I have tried to implement a critical section method, following CUDA example for histogram based on their implementation of addData256:
__device__ void addData256(
volatile unsigned int *s_WarpHist,
unsigned int data,
unsigned int threadTag
){
unsigned int count;
do{
count = s_WarpHist[data] & 0x07FFFFFFU;
count = threadTag | (count + 1);
s_WarpHist[data] = count;
}while(s_WarpHist[data] != count);
}
This is my implementation:
__device__ void increament_shared_value(volatile unsigned* bins_sarr, uint idx,uint thread_rank)
{
uint threadTag = (thread_rank & 31U) << 10; //10 bits for information and 5 upper bits for tag
uint count_with_tag = -1;
uint data_without_tag = -1;
do
{
data_without_tag = bins_sarr[idx] & 0x03FFU;
count_with_tag = threadTag | (data_without_tag + 1);
bins_sarr[idx] = count_with_tag;
} while (count_with_tag != bins_sarr[idx]);
}
I run a test with idx equals to 0 which means that all threads should increment the same cell in shared memory and I expect to see the block size as a result in bins_sarr[0].

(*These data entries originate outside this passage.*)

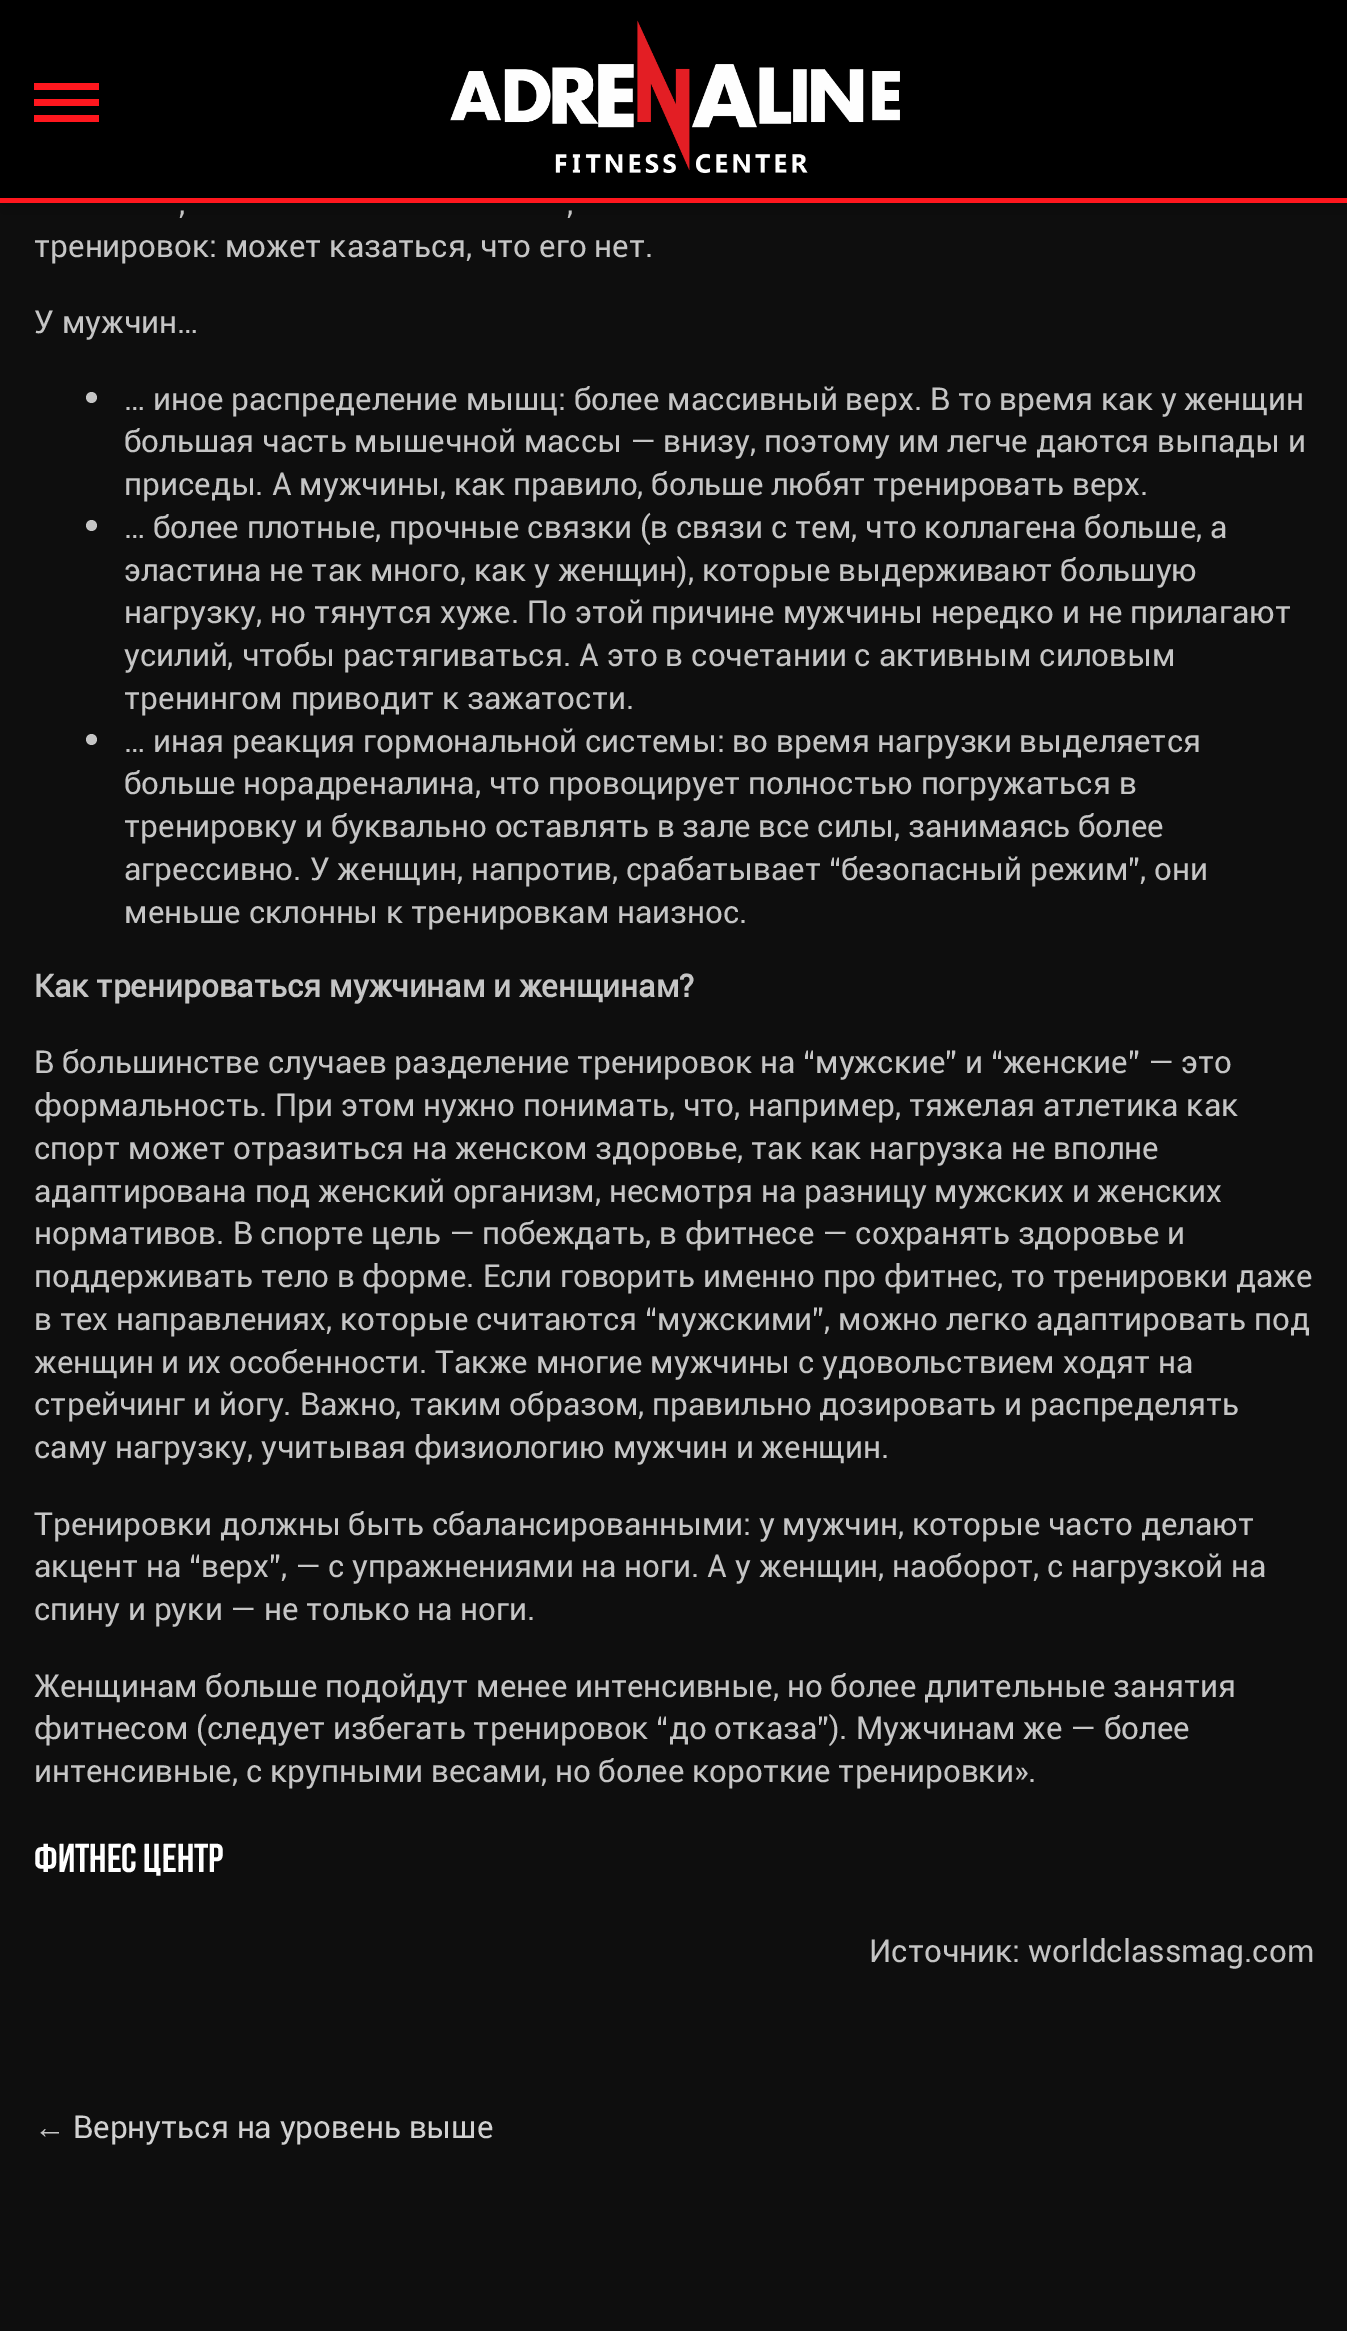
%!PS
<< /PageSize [1347 2331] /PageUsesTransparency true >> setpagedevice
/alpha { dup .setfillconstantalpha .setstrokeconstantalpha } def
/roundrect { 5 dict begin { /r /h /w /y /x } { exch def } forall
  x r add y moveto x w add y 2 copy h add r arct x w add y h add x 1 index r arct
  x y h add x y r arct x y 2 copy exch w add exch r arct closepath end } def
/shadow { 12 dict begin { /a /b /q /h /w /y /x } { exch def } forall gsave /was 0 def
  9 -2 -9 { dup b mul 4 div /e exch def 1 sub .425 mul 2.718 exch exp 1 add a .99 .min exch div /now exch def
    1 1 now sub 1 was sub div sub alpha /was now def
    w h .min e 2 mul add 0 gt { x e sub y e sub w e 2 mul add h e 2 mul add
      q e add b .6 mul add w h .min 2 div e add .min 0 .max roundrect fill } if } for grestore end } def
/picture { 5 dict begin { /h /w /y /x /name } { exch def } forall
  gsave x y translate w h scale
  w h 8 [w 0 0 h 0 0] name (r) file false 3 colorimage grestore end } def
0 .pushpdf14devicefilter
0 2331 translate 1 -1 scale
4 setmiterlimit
0.055 setgray
0 0 1347 2331 rectfill
0 setgray
0 0 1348 203 0 17 0.3 shadow
0 0 1347 198 rectfill
1 0.09 0.118 setrgbcolor
0 198 1347 5 rectfill
34 83 65 7 rectfill
34 99 65 7 rectfill
34 115 65 7 rectfill
(img1.rgb) 450 20 450 154 picture
/Roboto-Regular [31.5 0 0 -31.5 0 0] selectfont
0.773 setgray
179 214 moveto (,) show
567 214 moveto (,) show
34 257 moveto (тренировок: может казаться, что его нет.) show
34 333 moveto (У мужчин…) show
newpath 91.5 397.5 5.5 0 360 arc closepath fill
124 410 moveto (… иное распределение мышц: более массивный верх. В то время как у женщин) show
124 452 moveto (большая часть мышечной массы — внизу, поэтому им легче даются выпады и) show
124 495 moveto (приседы. А мужчины, как правило, больше любят тренировать верх.) show
newpath 91.5 525.5 5.5 0 360 arc closepath fill
124 538 moveto (… более плотные, прочные связки \(в связи с тем, что коллагена больше, а) show
124 581 moveto (эластина не так много, как у женщин\), которые выдерживают большую) show
124 623 moveto (нагрузку, но тянутся хуже. По этой причине мужчины нередко и не прилагают) show
124 666 moveto (усилий, чтобы растягиваться. А это в сочетании с активным силовым) show
124 709 moveto (тренингом приводит к зажатости.) show
newpath 91.5 739.5 5.5 0 360 arc closepath fill
124 752 moveto (… иная реакция гормональной системы: во время нагрузки выделяется) show
124 794 moveto (больше норадреналина, что провоцирует полностью погружаться в) show
124 837 moveto (тренировку и буквально оставлять в зале все силы, занимаясь более) show
124 880 moveto (агрессивно. У женщин, напротив, срабатывает “безопасный режим”, они) show
124 923 moveto (меньше склонны к тренировкам наизнос.) show
/Roboto-Bold [31.5 0 0 -31.5 0 0] selectfont
34 997 moveto (Как тренироваться мужчинам и женщинам?) show
/Roboto-Regular [31.5 0 0 -31.5 0 0] selectfont
34 1073 moveto (В большинстве случаев разделение тренировок на “мужские” и “женские” — это) show
34 1116 moveto (формальность. При этом нужно понимать, что, например, тяжелая атлетика как) show
34 1159 moveto (спорт может отразиться на женском здоровье, так как нагрузка не вполне) show
34 1202 moveto (адаптирована под женский организм, несмотря на разницу мужских и женских) show
34 1244 moveto (нормативов. В спорте цель — побеждать, в фитнесе — сохранять здоровье и) show
34 1287 moveto (поддерживать тело в форме. Если говорить именно про фитнес, то тренировки даже) show
34 1330 moveto (в тех направлениях, которые считаются “мужскими”, можно легко адаптировать под) show
34 1373 moveto (женщин и их особенности. Также многие мужчины с удовольствием ходят на) show
34 1415 moveto (стрейчинг и йогу. Важно, таким образом, правильно дозировать и распределять) show
34 1458 moveto (саму нагрузку, учитывая физиологию мужчин и женщин.) show
34 1535 moveto (Тренировки должны быть сбалансированными: у мужчин, которые часто делают) show
34 1577 moveto (акцент на “верх”, — с упражнениями на ноги. А у женщин, наоборот, с нагрузкой на) show
34 1620 moveto (спину и руки — не только на ноги.) show
34 1697 moveto (Женщинам больше подойдут менее интенсивные, но более длительные занятия) show
34 1739 moveto (фитнесом \(следует избегать тренировок “до отказа”\). Мужчинам же — более) show
34 1782 moveto (интенсивные, с крупными весами, но более короткие тренировки».) show
/BebasNeue-Bold [40.5 0 0 -40.5 0 0] selectfont
1 setgray
34 1872 moveto (Фитнес центр) show
/Roboto-Regular [31.5 0 0 -31.5 0 0] selectfont
0.773 setgray
869 1962 moveto (Источник: worldclassmag.com) show
/LiberationSerif-Regular [31.5 0 0 -31.5 0 0] selectfont
34 2138 moveto (←) show
/Roboto-Regular [31.5 0 0 -31.5 0 0] selectfont
0.82 setgray
73 2138 moveto (Вернуться на уровень выше) show
.poppdf14devicefilter showpage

However, each running I get different result that isn’t equal to block size.
Of course I check the result that way: uint unified_result = bins_sarr[0] & 0x03FFU
This method is based on the idea that: "the hardware performs shared memory write
combining, resulting in acceptance of the tagged counter from one thread and rejection from
all other pending threads. "
I appreciate any kind of help toward the best solution.